Vol.XX No.IX Pg.3
November 1983

The Home Wrecker

Dan S. Shipley

Though seldom identified, the sin of selfishness is the culprit responsible for most every problem, heartache, misery, and division occurring in the home. One of the marks of the "grievous times" of which Paul prophesied was that men would be lovers of self (2 Tim. 3:1,2). And, grievous it is when husbands and wives will subordinate family needs to personal preferences; when they think in terms of self: What I want, what I like, my rights, my interests, and my happiness. Such thinking is practically the guarantee of hard times at home. But too few see selfishness as being a personal problem.

As H.W. Beecher has said, "Selfishness is that detestable vice which no one will forgive in others, and no one is without in himself." It is our inclination to see ourselves as the victims of selfishness rather than the guilty. As the unhappy wife I recently read about was heard to say, "My husband doesn't show any interest in what I do. All he cares about is whatever it is that he does at that place — wherever it is — that he works!" (Bits & Pieces, Aug. 83) Such an attitude may describe us more than we care to admit. As God's people we are not ignorant of Satan's devices (2 Cor. 2:11), the deceitfulness of sin, nor its blinding power. Therefore, however remote and unlikely it may seem, we must see the possibility of selfishness in our own lives! Like the prodigal son, we must come to self to overcome self (Lk. 15:17). As Paul says, "Examine yourselves..." (2 Cor. 13: 5), test your motives with absolute honesty for none can begin to deal with a problem he won't admit. Self-denial is one of the first lessons to be learned by the follower of Christ (Matt. 16:24). Nothing is more fundamental to obedience and righteousness. Without it, no man can truly love his wife as Christ loved the church (Eph. 5:25). As Christ's love sacrificed self for the church, so must be the husband's for his wife. It is an unselfish and giving love. Without it, wives cannot be in subjection to their husbands, as unto the Lord (v.22). The very spirit that prompts submission to the Lord should prompt it between husband and wife. Being what the Lord wants me to be means being what I need to be to my mate. Selfishness, then, is a sin against man and God — and, oftentimes, against children.

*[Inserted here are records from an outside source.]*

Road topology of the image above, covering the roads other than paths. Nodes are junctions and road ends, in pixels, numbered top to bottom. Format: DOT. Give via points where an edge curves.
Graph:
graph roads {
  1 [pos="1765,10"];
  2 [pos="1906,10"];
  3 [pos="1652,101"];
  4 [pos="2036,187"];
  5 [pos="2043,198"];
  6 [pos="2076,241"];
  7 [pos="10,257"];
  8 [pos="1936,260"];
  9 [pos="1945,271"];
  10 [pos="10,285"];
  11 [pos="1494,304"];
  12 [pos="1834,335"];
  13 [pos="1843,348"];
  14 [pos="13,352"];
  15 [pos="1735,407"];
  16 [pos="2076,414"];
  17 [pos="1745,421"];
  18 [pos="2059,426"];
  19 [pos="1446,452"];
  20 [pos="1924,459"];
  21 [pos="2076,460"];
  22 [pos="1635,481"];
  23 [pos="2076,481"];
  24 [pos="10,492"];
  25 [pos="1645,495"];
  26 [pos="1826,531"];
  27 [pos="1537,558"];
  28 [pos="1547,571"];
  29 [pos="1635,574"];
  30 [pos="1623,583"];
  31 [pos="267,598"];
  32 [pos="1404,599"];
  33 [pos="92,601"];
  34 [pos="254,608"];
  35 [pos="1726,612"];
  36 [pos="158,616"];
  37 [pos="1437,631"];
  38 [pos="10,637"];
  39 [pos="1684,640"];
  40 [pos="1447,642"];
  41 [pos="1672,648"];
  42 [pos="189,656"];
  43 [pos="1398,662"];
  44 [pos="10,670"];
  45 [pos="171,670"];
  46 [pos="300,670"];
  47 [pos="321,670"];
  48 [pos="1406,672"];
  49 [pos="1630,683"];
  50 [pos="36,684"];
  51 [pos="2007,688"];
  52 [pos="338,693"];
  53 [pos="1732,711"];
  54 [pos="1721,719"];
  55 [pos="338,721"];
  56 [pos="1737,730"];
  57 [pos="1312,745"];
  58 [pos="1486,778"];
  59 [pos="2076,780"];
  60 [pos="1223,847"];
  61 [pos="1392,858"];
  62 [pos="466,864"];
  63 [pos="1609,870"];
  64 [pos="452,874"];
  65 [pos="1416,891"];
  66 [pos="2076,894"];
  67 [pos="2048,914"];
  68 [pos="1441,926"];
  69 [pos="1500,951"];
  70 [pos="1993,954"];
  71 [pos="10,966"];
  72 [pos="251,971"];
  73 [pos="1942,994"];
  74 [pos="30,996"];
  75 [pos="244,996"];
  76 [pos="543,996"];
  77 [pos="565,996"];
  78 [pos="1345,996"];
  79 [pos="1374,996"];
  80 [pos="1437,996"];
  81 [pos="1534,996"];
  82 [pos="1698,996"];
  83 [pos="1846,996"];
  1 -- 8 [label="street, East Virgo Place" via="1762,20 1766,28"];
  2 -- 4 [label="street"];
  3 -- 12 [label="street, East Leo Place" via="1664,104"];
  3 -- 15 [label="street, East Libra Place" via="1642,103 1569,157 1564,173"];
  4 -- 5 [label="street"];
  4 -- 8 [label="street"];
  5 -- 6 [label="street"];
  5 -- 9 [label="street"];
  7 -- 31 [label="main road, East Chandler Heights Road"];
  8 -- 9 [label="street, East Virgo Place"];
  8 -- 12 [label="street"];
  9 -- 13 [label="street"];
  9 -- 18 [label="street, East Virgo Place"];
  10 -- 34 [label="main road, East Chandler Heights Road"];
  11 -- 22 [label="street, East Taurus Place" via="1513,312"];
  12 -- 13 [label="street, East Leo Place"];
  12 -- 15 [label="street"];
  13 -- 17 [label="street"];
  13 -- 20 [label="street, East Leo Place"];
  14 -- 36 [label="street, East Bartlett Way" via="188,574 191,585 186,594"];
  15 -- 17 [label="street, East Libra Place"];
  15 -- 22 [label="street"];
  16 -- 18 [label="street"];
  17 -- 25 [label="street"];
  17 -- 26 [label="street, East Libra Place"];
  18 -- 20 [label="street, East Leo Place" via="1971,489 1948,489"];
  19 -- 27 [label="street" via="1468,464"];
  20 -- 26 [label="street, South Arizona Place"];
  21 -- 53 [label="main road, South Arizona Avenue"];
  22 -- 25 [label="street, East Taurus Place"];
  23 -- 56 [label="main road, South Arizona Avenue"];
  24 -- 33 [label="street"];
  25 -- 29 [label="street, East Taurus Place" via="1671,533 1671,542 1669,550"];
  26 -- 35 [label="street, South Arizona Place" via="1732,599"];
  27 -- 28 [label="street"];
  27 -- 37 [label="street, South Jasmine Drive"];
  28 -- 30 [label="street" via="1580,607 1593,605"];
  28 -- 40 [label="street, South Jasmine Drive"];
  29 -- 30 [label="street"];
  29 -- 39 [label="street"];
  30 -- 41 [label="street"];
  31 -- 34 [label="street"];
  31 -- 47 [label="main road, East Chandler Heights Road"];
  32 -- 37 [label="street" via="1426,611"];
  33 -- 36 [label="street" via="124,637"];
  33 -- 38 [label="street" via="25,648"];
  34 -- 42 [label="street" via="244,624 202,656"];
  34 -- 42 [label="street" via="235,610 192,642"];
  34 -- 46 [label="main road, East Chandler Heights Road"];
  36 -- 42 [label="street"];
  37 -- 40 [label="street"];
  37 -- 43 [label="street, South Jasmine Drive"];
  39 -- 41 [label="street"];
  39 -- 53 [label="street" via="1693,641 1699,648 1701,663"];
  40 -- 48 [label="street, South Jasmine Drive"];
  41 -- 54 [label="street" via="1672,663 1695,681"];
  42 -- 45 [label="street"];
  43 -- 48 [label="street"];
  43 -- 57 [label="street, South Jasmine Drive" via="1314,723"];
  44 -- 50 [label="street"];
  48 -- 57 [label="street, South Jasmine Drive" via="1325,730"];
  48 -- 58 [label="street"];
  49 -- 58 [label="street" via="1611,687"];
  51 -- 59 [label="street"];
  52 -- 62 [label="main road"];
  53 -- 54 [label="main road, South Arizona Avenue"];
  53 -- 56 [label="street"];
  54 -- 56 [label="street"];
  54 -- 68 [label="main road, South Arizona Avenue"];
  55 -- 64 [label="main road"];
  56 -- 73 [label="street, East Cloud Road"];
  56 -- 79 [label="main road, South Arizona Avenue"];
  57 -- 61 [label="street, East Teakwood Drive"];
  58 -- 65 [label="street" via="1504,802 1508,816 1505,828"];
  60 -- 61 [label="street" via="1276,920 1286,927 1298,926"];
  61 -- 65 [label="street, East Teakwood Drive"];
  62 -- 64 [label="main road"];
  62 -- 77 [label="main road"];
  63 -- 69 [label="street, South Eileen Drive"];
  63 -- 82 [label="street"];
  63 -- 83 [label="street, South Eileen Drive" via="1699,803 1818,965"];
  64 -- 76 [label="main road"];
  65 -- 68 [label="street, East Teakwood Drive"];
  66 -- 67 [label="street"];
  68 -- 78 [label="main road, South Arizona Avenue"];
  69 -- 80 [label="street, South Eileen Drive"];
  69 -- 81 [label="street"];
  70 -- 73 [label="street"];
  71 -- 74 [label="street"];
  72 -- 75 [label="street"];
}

Accordingly, bringing up children in the nurture and admonition of the Lord (Eph. 6:4) involves denying self. For instance, rearing children for heaven takes time. Selfishness robs many children of that precious time — under an alias, to be sure. Too busy, too tired, to talk and answer questions, to read the Bible, to pray with them, to take them to worship. But, worse perhaps, are those children who suffer because selfish parents divide the home rather than deny self. It is almost unthinkable that some would trade a good family for a selfish indulgence; for a bottle, for a lover, for "good times." Yet, it continues to happen, even among some claiming to be Christians. In these, and even in more subtle and respectable ways, selfishness is the great home wrecker: May God helps us to want it purged from our lives.